The method described in the patent application involves dynamic modeling and manipulation of multi-object scenes using object-centric neural implicit scattering functions (OSFs) within a model-predictive control (MPC) framework. This allows for re-rendering scenes under object rearrangement and varying lighting conditions.

  • Object-centric neural implicit scattering functions (OSFs) are used as object representations in a model-predictive control (MPC) framework for multi-object scenes.
  • Per-object light transport modeling enables compositional scene re-rendering under object rearrangement and changing lighting conditions.
  • Inverse parameter estimation and graph neural network (GNN) dynamics models are applied to estimate initial object poses and light positions in the scene.
  • The method allows for manipulating objects in multi-object scenes based on the estimated parameters from the inverse parameter estimation and GNN dynamics models.

Potential Applications: - Computer graphics and animation - Virtual reality and augmented reality environments - Robotics and autonomous systems - Industrial automation and manufacturing processes

Problems Solved: - Efficient modeling and manipulation of multi-object scenes - Real-time re-rendering of scenes under changing conditions - Accurate estimation of object poses and lighting positions

Benefits: - Enhanced realism and flexibility in scene rendering - Improved control and manipulation of objects in dynamic environments - Increased efficiency in modeling complex scenes

Commercial Applications: Dynamic modeling and manipulation technology can be utilized in various industries such as entertainment, gaming, architecture, engineering, and e-commerce for realistic visualization, simulation, and interactive experiences.

Questions about the technology: 1. How does the use of object-centric neural implicit scattering functions improve scene modeling and manipulation? 2. What are the potential limitations or challenges in implementing this technology in real-world applications?

Frequently Updated Research: Researchers are constantly exploring advancements in neural network models, MPC frameworks, and inverse parameter estimation techniques to further enhance the capabilities of dynamic scene modeling and manipulation technologies.


Original Abstract Submitted

A method for dynamic modeling and manipulation of multi-object scenes is described.

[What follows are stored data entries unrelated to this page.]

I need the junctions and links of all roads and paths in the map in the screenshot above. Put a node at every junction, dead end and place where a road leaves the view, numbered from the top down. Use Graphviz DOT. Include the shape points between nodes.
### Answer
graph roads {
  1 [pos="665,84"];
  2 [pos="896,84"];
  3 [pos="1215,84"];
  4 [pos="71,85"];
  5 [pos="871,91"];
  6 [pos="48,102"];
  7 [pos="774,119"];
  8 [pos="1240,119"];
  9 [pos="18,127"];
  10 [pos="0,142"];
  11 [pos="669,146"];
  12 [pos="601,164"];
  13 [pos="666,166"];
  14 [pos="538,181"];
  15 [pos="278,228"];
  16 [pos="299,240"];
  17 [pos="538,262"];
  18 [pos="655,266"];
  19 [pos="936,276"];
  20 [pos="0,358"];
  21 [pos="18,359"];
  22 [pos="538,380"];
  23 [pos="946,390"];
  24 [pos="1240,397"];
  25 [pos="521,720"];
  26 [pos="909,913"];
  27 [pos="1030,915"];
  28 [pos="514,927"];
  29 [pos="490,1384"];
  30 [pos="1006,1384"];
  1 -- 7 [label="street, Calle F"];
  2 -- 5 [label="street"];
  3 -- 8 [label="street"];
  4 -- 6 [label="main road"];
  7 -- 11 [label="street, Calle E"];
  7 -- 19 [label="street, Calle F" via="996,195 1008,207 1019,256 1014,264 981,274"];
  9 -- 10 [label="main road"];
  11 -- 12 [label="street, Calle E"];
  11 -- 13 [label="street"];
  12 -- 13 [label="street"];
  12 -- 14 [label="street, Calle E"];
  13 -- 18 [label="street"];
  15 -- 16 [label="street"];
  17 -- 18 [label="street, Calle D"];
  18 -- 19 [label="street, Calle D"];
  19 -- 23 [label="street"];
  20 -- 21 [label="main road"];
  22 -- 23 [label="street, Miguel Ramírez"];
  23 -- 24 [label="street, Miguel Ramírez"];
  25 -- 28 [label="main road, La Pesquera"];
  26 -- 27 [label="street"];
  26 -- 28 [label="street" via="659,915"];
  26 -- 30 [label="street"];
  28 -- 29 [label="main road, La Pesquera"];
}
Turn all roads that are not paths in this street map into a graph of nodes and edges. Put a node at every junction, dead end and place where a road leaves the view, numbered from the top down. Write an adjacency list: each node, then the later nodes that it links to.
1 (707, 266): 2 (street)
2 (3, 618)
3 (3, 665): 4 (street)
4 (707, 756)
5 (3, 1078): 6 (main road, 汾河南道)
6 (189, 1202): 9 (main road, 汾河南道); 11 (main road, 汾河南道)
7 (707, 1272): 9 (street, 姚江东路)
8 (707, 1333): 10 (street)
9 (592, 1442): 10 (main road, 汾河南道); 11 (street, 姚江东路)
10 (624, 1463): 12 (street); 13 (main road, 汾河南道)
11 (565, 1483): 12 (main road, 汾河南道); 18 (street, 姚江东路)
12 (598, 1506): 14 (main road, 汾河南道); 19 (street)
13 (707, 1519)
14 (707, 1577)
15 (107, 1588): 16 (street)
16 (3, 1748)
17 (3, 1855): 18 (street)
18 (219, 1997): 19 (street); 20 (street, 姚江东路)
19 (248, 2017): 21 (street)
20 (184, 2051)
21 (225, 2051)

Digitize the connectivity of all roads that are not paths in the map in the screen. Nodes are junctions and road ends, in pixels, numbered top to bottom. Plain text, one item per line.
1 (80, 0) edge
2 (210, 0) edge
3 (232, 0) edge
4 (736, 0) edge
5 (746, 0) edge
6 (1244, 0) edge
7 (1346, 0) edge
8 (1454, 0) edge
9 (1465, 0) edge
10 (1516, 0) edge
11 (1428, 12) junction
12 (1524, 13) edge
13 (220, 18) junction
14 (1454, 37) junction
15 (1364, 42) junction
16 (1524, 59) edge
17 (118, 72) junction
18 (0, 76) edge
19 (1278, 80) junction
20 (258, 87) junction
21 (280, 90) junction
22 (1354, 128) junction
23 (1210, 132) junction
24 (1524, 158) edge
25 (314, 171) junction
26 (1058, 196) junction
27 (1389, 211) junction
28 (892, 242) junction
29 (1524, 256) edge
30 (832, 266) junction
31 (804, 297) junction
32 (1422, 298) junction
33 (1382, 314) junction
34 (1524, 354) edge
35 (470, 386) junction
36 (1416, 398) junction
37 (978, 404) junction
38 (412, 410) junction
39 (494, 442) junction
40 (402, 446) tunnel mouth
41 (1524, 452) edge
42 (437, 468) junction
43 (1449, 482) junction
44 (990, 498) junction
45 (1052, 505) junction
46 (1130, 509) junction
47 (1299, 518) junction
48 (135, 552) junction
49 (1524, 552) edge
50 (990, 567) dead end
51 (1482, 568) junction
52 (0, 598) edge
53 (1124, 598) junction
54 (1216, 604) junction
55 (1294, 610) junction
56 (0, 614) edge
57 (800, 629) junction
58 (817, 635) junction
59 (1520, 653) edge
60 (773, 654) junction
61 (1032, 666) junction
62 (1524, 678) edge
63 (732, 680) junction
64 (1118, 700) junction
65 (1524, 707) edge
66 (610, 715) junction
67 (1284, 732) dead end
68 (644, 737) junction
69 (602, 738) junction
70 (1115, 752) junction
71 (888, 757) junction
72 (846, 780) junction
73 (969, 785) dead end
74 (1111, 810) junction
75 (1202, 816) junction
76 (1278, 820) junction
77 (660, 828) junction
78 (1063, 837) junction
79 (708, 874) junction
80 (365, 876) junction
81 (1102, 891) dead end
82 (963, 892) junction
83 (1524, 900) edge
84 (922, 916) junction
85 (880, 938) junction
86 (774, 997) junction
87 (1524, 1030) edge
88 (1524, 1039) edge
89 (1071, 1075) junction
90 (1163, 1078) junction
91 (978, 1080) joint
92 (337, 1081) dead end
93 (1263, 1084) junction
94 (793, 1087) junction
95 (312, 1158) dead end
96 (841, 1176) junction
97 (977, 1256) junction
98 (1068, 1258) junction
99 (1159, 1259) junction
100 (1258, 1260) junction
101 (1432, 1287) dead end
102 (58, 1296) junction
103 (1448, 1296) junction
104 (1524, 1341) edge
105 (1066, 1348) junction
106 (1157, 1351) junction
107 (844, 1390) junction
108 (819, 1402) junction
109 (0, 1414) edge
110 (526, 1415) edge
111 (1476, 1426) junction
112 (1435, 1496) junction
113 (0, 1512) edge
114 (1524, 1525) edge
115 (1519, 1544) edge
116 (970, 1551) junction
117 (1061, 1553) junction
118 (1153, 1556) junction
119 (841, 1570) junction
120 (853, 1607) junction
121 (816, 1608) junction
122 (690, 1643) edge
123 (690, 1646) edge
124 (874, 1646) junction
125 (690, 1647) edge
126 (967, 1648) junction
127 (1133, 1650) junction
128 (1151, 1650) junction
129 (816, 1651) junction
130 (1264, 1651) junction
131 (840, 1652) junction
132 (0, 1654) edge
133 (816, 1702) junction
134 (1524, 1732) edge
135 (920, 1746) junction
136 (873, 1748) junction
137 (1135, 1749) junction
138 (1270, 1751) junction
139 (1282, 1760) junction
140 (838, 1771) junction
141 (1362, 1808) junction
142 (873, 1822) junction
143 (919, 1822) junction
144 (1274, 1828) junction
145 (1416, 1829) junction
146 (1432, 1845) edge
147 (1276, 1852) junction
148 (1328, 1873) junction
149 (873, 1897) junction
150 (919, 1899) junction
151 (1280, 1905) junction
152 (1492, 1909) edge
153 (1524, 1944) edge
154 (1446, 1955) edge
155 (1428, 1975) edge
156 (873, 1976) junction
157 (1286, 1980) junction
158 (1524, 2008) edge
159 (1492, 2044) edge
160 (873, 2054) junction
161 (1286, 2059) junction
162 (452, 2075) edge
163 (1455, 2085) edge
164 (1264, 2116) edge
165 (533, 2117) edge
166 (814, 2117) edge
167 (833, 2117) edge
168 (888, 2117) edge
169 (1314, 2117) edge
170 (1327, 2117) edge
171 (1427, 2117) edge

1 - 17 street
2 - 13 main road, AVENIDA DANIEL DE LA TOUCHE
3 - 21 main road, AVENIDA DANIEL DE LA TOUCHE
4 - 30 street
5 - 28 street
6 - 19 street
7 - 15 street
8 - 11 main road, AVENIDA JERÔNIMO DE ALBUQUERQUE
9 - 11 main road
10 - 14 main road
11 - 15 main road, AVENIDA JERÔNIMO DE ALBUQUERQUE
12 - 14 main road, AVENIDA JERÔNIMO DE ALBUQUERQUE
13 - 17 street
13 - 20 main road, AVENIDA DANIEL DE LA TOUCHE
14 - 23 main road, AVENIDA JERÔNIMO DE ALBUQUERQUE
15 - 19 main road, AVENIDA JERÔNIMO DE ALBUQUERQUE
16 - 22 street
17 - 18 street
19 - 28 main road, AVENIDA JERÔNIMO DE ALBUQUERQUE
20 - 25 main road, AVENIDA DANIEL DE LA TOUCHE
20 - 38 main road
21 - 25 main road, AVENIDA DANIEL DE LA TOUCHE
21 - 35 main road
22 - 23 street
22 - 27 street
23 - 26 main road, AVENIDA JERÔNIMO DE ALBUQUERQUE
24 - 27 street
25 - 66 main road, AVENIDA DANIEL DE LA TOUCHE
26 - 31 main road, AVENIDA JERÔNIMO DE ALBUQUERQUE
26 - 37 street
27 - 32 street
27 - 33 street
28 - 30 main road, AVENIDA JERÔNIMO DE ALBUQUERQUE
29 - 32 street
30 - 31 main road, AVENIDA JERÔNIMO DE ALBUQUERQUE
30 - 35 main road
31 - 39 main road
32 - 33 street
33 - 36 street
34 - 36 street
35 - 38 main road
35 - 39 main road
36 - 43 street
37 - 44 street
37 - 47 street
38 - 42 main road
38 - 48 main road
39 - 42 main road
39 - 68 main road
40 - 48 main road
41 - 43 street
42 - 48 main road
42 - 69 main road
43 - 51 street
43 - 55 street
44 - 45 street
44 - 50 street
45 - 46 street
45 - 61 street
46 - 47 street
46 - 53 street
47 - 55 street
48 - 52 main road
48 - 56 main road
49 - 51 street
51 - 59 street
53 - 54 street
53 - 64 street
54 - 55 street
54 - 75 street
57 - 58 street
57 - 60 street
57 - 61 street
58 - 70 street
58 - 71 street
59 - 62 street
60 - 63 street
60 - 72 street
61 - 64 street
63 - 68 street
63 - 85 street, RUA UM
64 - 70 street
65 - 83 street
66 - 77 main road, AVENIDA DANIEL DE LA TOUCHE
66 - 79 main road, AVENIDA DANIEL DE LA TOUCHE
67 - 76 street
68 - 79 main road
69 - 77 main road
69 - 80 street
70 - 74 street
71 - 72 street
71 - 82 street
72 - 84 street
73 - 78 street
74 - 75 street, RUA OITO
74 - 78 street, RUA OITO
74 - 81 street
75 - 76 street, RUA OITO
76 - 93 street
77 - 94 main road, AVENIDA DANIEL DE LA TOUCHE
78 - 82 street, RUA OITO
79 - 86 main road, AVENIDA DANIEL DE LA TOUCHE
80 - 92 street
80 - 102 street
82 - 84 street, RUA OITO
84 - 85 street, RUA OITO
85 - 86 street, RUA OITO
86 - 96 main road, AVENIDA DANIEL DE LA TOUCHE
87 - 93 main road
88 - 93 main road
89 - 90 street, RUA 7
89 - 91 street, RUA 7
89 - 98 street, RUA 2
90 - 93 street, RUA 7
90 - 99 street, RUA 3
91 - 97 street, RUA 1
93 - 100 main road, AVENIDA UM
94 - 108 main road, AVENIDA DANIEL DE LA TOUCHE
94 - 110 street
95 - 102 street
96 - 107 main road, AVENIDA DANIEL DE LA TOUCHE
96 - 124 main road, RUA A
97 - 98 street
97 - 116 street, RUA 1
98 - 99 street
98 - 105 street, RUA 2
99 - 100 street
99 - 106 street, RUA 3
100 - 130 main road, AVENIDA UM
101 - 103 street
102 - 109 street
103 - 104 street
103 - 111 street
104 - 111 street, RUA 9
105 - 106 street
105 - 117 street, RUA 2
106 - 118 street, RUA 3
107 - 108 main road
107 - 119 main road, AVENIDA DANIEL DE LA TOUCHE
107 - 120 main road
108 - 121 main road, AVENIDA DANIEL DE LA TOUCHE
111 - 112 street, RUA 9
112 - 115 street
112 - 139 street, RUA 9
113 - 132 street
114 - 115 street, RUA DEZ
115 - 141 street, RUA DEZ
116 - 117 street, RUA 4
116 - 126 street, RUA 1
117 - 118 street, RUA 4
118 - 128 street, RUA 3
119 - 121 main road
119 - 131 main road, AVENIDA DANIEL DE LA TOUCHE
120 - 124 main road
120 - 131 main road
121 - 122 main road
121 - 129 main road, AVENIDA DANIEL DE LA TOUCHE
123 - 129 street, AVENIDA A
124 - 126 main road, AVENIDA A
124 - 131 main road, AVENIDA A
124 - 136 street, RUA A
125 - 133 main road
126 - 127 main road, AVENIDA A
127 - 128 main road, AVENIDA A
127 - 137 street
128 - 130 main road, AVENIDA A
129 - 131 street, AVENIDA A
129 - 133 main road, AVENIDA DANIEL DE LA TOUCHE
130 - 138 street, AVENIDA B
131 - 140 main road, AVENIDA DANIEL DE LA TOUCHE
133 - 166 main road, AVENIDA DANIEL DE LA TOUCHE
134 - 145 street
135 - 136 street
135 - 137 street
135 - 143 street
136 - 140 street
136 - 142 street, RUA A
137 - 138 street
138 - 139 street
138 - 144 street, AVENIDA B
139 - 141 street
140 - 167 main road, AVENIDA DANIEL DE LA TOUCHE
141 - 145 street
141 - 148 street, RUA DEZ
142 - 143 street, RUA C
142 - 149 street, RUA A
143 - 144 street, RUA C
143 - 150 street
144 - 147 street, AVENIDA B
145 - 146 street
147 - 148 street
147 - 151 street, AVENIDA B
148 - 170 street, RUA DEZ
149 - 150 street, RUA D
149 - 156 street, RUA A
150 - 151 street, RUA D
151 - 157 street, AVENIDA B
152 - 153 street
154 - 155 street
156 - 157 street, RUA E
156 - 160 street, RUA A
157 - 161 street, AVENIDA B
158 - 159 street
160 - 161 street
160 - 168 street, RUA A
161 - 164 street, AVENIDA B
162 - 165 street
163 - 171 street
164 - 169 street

The method includes using object-centric neural implicit scattering functions (OSFs) as object representations in a model-predictive control (MPC) framework for the multi-object scenes. The method also includes modeling a per-object light transport to enable compositional scene re-rendering under object rearrangement and varying lighting conditions. The method further includes applying inverse parameter estimation and graph neural network (GNN) dynamics models to estimate initial object poses and a light position in the multi-object scene. The method also includes manipulating an object perceived in the multi-object scene according to the applying of the inverse parameter estimation and the GNN dynamics models.